Three classification model performance metrics which may be valuable for anti-doping purposes are sensitivity, FP rate, and FN rate. The sensitivity indicates the ratio of TPs to TPs and FNs combined, thus the higher the sensitivity, the more likely this model will correctly identify athletes who have used a banned substance. As previously mentioned, a high FP rate, or type 1 error, may not be problematic in the anti-doping setting. In this context, FP rate in a classification task represents athletes who have not tested positive for a prohibited substance, but who have a high likelihood of testing positive based on similar performances to those athletes who have been sanctioned. Therefore, employing classification models that have a large number of false positives may be one way for antidoping organizations to identify athletes in need of additional testing. However, this is in contrast with type 2 errors, or FN rate, which represents athletes who have been sanctioned for using a prohibited method or substance but are not identified as such. For anti-doping organizations, classification models with a high FN rate would have the consequence of incorrectly classifying an athlete using a prohibited substance as not. This poses a danger for a combat sport like the UFC as it could allow a doped athlete into the Octagon and lead to serious injury to the opposing fighter.

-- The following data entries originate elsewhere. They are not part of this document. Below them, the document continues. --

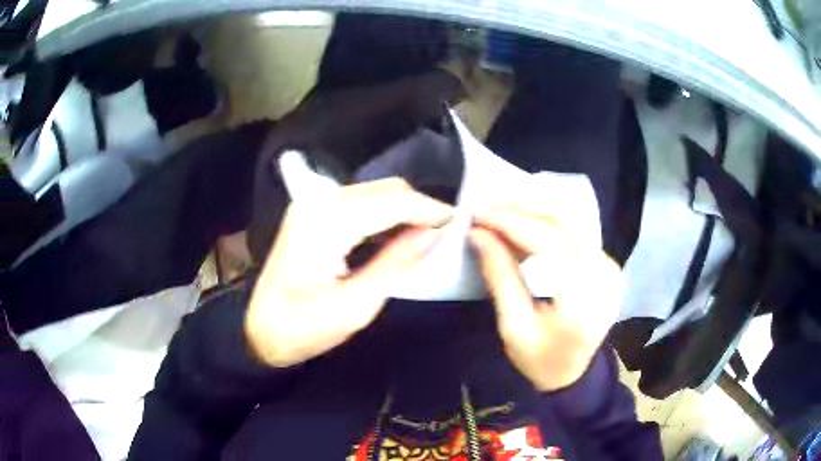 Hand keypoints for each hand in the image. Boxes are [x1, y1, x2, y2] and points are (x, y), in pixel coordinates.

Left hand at [246, 178, 451, 367]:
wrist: (258, 332)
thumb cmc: (303, 329)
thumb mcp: (355, 306)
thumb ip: (396, 263)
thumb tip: (434, 233)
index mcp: (327, 221)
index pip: (393, 201)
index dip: (430, 209)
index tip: (460, 222)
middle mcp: (319, 201)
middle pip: (385, 189)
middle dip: (419, 207)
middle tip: (446, 233)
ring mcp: (313, 205)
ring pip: (375, 193)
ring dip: (404, 210)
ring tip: (429, 235)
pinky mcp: (312, 214)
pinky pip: (360, 204)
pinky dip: (385, 215)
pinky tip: (398, 235)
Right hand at [470, 195, 622, 391]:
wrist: (573, 375)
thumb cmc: (539, 360)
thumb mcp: (513, 326)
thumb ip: (499, 276)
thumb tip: (478, 234)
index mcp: (583, 299)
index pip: (548, 242)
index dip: (511, 222)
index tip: (479, 214)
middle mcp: (604, 275)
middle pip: (564, 222)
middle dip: (522, 210)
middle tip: (487, 208)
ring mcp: (610, 267)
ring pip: (573, 220)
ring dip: (535, 210)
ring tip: (501, 211)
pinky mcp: (608, 264)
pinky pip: (577, 231)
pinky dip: (548, 222)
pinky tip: (525, 223) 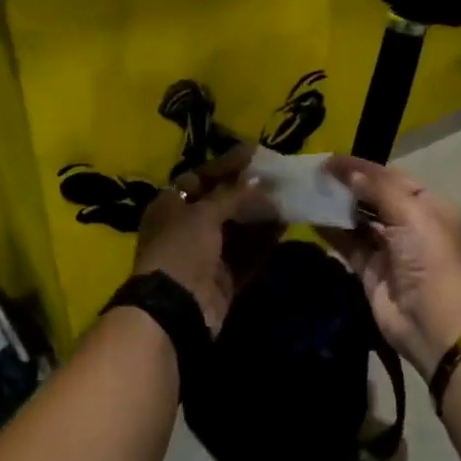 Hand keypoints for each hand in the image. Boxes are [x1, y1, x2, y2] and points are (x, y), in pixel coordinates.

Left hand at [132, 145, 280, 334]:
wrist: (175, 308)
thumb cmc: (182, 249)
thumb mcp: (204, 213)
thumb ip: (233, 194)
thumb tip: (259, 181)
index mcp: (171, 205)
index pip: (201, 177)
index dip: (227, 164)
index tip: (255, 152)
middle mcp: (187, 227)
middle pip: (222, 202)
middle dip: (250, 191)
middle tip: (279, 176)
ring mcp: (206, 254)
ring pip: (239, 228)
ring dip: (262, 214)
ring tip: (289, 197)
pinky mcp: (224, 278)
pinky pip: (248, 253)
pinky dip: (265, 240)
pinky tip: (286, 225)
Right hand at [319, 157, 460, 370]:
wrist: (434, 322)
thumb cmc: (429, 259)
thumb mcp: (410, 214)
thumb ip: (378, 189)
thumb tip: (348, 172)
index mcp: (428, 205)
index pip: (391, 177)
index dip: (362, 167)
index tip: (329, 160)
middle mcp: (409, 224)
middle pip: (374, 198)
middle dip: (348, 186)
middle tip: (314, 174)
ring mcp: (389, 249)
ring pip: (359, 221)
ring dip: (337, 207)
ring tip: (308, 191)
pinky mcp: (371, 271)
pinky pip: (348, 245)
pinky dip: (331, 232)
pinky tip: (310, 218) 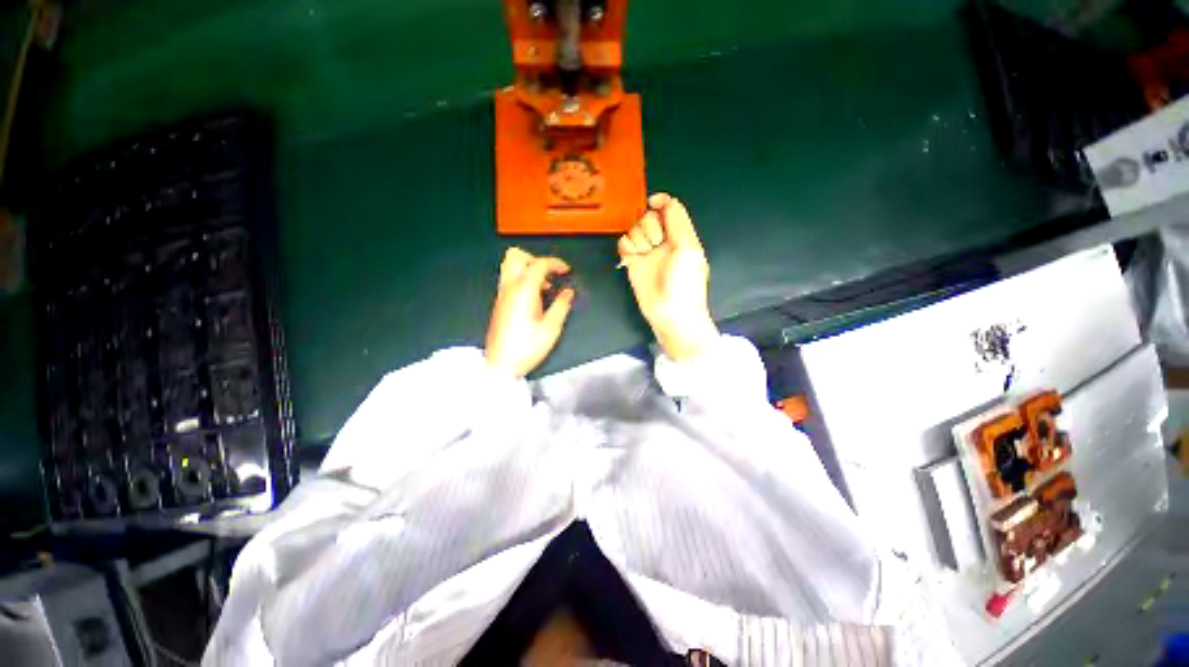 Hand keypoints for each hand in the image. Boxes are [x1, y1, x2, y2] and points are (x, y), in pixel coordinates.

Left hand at [485, 247, 574, 377]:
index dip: (555, 263)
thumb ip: (561, 306)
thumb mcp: (551, 328)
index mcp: (523, 291)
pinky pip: (509, 280)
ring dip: (529, 269)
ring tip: (545, 285)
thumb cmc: (526, 347)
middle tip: (550, 273)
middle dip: (536, 259)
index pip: (538, 264)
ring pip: (510, 266)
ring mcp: (502, 295)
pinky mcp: (500, 303)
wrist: (501, 365)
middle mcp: (509, 288)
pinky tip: (535, 297)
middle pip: (516, 256)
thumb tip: (568, 292)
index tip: (566, 270)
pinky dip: (523, 280)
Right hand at [618, 193, 719, 361]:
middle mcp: (663, 242)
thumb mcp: (688, 247)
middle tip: (656, 243)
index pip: (669, 209)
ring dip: (638, 238)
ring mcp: (647, 253)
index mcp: (680, 236)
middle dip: (650, 226)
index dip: (660, 202)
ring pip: (634, 229)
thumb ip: (678, 220)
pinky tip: (631, 256)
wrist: (671, 313)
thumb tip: (665, 200)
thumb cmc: (685, 283)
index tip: (653, 203)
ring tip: (645, 254)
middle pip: (648, 217)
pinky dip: (626, 247)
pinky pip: (624, 244)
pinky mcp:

Another possible performance metric to evaluate each classification model would be the number of athletes classified as doping from each model permutation. Previous work using various surveys has estimated doping prevalence in sport to be anywhere from 4% to more than 45% depending on the sport [1-6]. Similarly, at least one model permutation from each different classification model was able to classify between 3% and 40% of the athlete population as doping. Even though these are very different methods to assess doping in sport, the agreements suggest a current methodology for selecting athletes for biological testing may need improvement. Therefore, developing a classification model which incorporates an athlete’s performance and biological markers may be one method to optimally employ anti-doping resources.

Resources, expertise, and access to data on an athlete’s performance may be some of the limiting factors when trying to investigate if the presented concept could be applied to other sports. One limitation in this study was the use of career performance across all fights and not individual performances each fight. By using career performances, the assumption is being made the athlete has used a PED for a large portion of their career which may not be the case. Future studies should explore if individual performances improve classification models ability to identify doped athletes. An additional limitation of this study not explored is the role athletic equipment and apparel plays in an athlete’s performance. For example, a difference of ~ 1 m in the shot put performance may be suggestive of doping [37]. However, a runner’s shoe choice could alter their peak vertical ground reaction force, step frequency, and ground contact time, all translating into an improved running velocity by ~ 3.4%. Thus, whatever methodology used to monitor an athlete’s performance for anti-doping purposes may need to be sport and discipline-specific to account for many of the confounding factors.

In summary, multiple machine learning based classification models were investigated to determine how athlete performance could be used to identify the use of banned performance-enhancing drugs. To address the imbalance found in the dataset, each model examined if sampling alterations could improve each model’s ability to differentiate sanctioned and non-sanctioned athletes. Under-sampling of the majority class via Tomek links did not improve model performance on test sets, while over-sampling of the minority class via SMOTE improved performance in all algorithms compared to no sampling alterations [38-40]. Based on these findings, as well as others, the creation of an athlete’s performance passport may indeed advance anti-doping efforts. The integration of performance measures with existing biological markers (ABP), investigating more sophisticated machine learning methods, and considering the implementation of more sophisticated over-sampling techniques are all ways to better identify athletes who may have used a banned PEDs.